Top of RECORDED INFORMATION

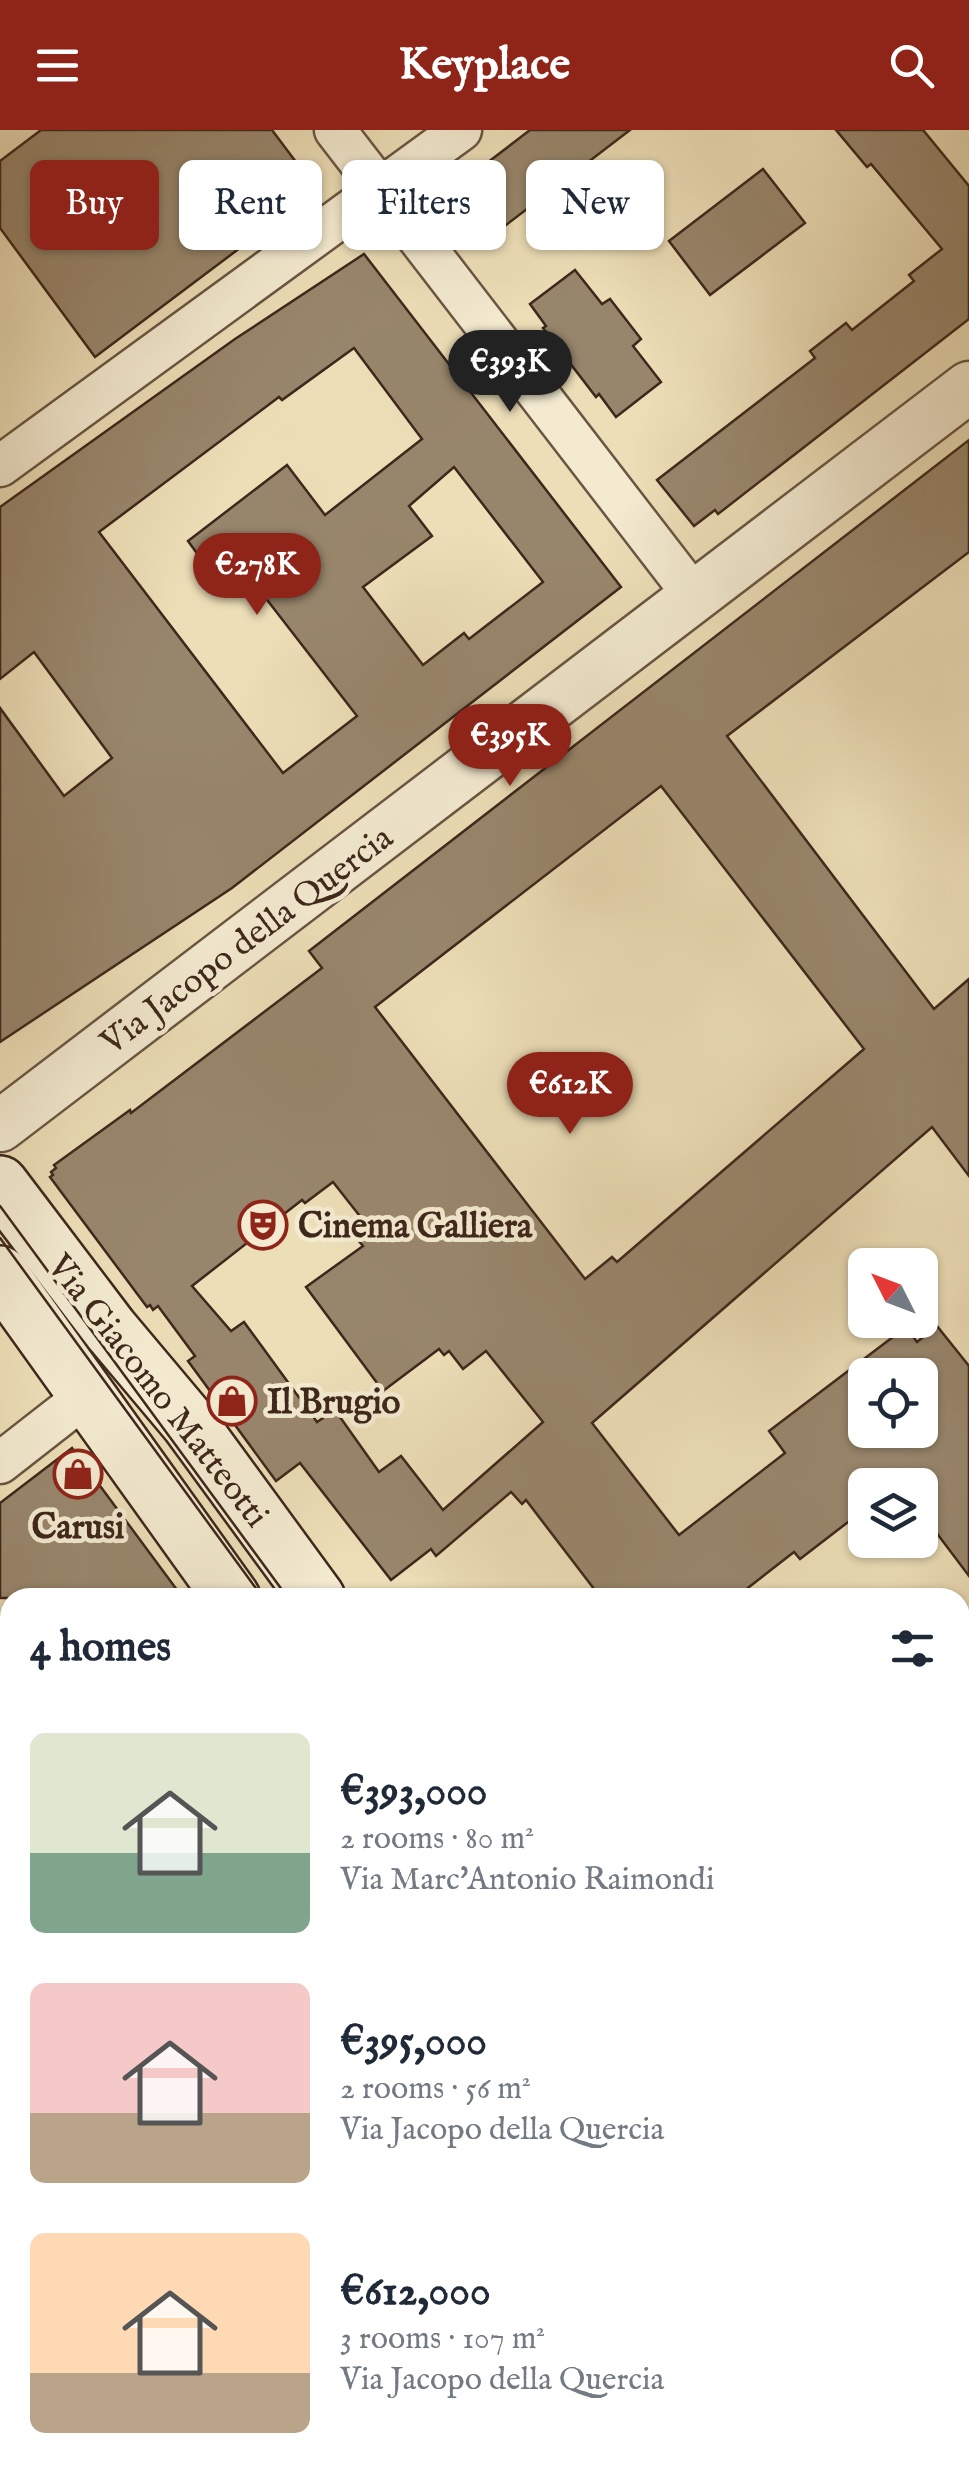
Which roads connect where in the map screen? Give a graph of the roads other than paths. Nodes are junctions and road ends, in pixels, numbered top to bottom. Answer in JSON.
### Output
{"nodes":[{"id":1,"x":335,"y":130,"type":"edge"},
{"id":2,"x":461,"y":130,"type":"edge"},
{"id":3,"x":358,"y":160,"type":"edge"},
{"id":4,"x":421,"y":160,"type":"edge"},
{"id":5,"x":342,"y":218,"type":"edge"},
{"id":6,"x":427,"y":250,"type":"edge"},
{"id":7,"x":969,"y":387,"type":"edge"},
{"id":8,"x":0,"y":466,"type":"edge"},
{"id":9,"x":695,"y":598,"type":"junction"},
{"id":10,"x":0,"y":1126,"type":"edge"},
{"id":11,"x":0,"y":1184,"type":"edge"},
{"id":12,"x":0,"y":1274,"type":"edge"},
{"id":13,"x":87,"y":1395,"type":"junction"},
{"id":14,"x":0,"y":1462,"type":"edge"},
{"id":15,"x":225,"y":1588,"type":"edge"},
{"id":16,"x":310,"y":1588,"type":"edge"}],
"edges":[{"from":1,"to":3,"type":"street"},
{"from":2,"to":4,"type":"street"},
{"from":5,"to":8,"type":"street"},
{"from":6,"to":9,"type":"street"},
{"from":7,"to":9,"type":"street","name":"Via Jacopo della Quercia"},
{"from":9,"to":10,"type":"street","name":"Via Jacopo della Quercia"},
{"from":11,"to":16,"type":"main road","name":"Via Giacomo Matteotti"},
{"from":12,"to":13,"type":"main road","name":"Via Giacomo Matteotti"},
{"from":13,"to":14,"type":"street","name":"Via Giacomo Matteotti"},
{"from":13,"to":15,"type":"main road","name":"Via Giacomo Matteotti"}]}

Bottom of RECORDED INFORMATION

Output every entry verbatim but skip the pictures.

SOLUTION FOR THIS PROBLEM
Which roads connect where in the map screen? Give a graph of the roads other than paths. Nodes are junctions and road ends, in pixels, numbered top to bottom. Answer in JSON.
### Output
{"nodes":[{"id":1,"x":335,"y":130,"type":"edge"},
{"id":2,"x":461,"y":130,"type":"edge"},
{"id":3,"x":358,"y":160,"type":"edge"},
{"id":4,"x":421,"y":160,"type":"edge"},
{"id":5,"x":342,"y":218,"type":"edge"},
{"id":6,"x":427,"y":250,"type":"edge"},
{"id":7,"x":969,"y":387,"type":"edge"},
{"id":8,"x":0,"y":466,"type":"edge"},
{"id":9,"x":695,"y":598,"type":"junction"},
{"id":10,"x":0,"y":1126,"type":"edge"},
{"id":11,"x":0,"y":1184,"type":"edge"},
{"id":12,"x":0,"y":1274,"type":"edge"},
{"id":13,"x":87,"y":1395,"type":"junction"},
{"id":14,"x":0,"y":1462,"type":"edge"},
{"id":15,"x":225,"y":1588,"type":"edge"},
{"id":16,"x":310,"y":1588,"type":"edge"}],
"edges":[{"from":1,"to":3,"type":"street"},
{"from":2,"to":4,"type":"street"},
{"from":5,"to":8,"type":"street"},
{"from":6,"to":9,"type":"street"},
{"from":7,"to":9,"type":"street","name":"Via Jacopo della Quercia"},
{"from":9,"to":10,"type":"street","name":"Via Jacopo della Quercia"},
{"from":11,"to":16,"type":"main road","name":"Via Giacomo Matteotti"},
{"from":12,"to":13,"type":"main road","name":"Via Giacomo Matteotti"},
{"from":13,"to":14,"type":"street","name":"Via Giacomo Matteotti"},
{"from":13,"to":15,"type":"main road","name":"Via Giacomo Matteotti"}]}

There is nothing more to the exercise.